AAAR 32nd Annual Conference
September 30 - October 4, 2013
Oregon Convention Center
Portland, Oregon, USA
Abstract View
Secondary Aerosol Production from Modern Diesel and Gasoline Light Duty Vehicles
Stephen Platt, Imad El Haddad, Simone Pieber, Alessandro Zardini, Ricardo Suarez-Bertoa, Jay Slowik, Ru-Jin Huang, Stig Hellebust, Brice Temime-Roussel, Nicolas Marchand, Luka Drinovec, Grisa Mocnik, Covadonga Astorga, Urs Baltensperger, ANDRE PRÉVÔT, Paul Scherrer Institute
Abstract Number: 93 Working Group: Aerosol Chemistry
Abstract On road vehicles are a significant source of particulate matter (PM), particularly in urban areas where population densities therefore and health impacts are higher. Under ambient conditions, most vehicular PM is likely secondary, produced via atmospheric reactions of volatile organic compounds (VOCs) from the exhaust. How this secondary PM production varies by vehicle type (e.g. diesel or gasoline, vehicle legislative standards etc) must be understood to improve atmospheric model predictions, inform policymakers and the general public, and ultimately reduce the health impacts of internal combustion vehicles.
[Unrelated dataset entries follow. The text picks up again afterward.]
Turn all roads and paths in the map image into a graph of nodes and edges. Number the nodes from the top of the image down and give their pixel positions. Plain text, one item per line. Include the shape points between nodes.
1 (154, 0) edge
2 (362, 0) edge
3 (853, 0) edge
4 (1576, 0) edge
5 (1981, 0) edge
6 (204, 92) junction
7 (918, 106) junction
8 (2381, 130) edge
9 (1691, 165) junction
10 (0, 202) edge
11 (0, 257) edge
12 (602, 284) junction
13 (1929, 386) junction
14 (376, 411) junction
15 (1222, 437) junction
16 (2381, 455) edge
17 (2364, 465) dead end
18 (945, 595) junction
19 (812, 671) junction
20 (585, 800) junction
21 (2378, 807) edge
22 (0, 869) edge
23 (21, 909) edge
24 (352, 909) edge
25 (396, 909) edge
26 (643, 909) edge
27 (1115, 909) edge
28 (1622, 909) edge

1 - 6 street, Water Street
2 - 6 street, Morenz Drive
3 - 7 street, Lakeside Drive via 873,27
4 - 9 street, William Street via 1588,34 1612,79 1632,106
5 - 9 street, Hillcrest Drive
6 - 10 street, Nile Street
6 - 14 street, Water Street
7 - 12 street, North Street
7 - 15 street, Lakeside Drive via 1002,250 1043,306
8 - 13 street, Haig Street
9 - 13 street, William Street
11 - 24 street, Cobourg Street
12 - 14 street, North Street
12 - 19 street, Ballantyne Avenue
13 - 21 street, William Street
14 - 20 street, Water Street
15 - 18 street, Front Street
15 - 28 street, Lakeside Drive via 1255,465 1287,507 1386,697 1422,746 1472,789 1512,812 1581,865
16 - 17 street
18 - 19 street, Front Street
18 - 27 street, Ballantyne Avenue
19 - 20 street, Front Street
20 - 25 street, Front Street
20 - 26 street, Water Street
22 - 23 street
Unfortunately very little information on the secondary aerosol production potential (SAPP) of vehicle exhaust is available. Meanwhile, recent ambient measurements combined with fuel consumption data (Bahreini et al., 2012) and estimations using raw fuels (Gentner et al., 2012), gave conflicting results as to whether diesel or gasoline vehicle emissions have a higher SAPP. Furthermore, the effect of low temperature ambient conditions (already known to increase primary PM and VOC emissions), or ambient relative humidity on vehicular SAPP is poorly constrained.
We report results from novel smog chamber experiments characterizing primary and secondary exhaust emissions from diesel and gasoline passenger cars (Euro 5) during the New European Driving Cycle. Primary emissions were diluted to atmospherically-relevant concentrations and injected into the chamber. Formation and aging of secondary products was initiated by OH photochemistry. Experiments were performed at 263K and 288K and at 40% and >90% relative humidity (RH).
VOC emission was generally lower for diesel vehicles, resulting in lower SAPP. Cold ambient conditions increased VOC emission and SAPP significantly for the gasoline vehicles studied but not for diesel vehicles. Increasing RH was also observed to increase SAPP.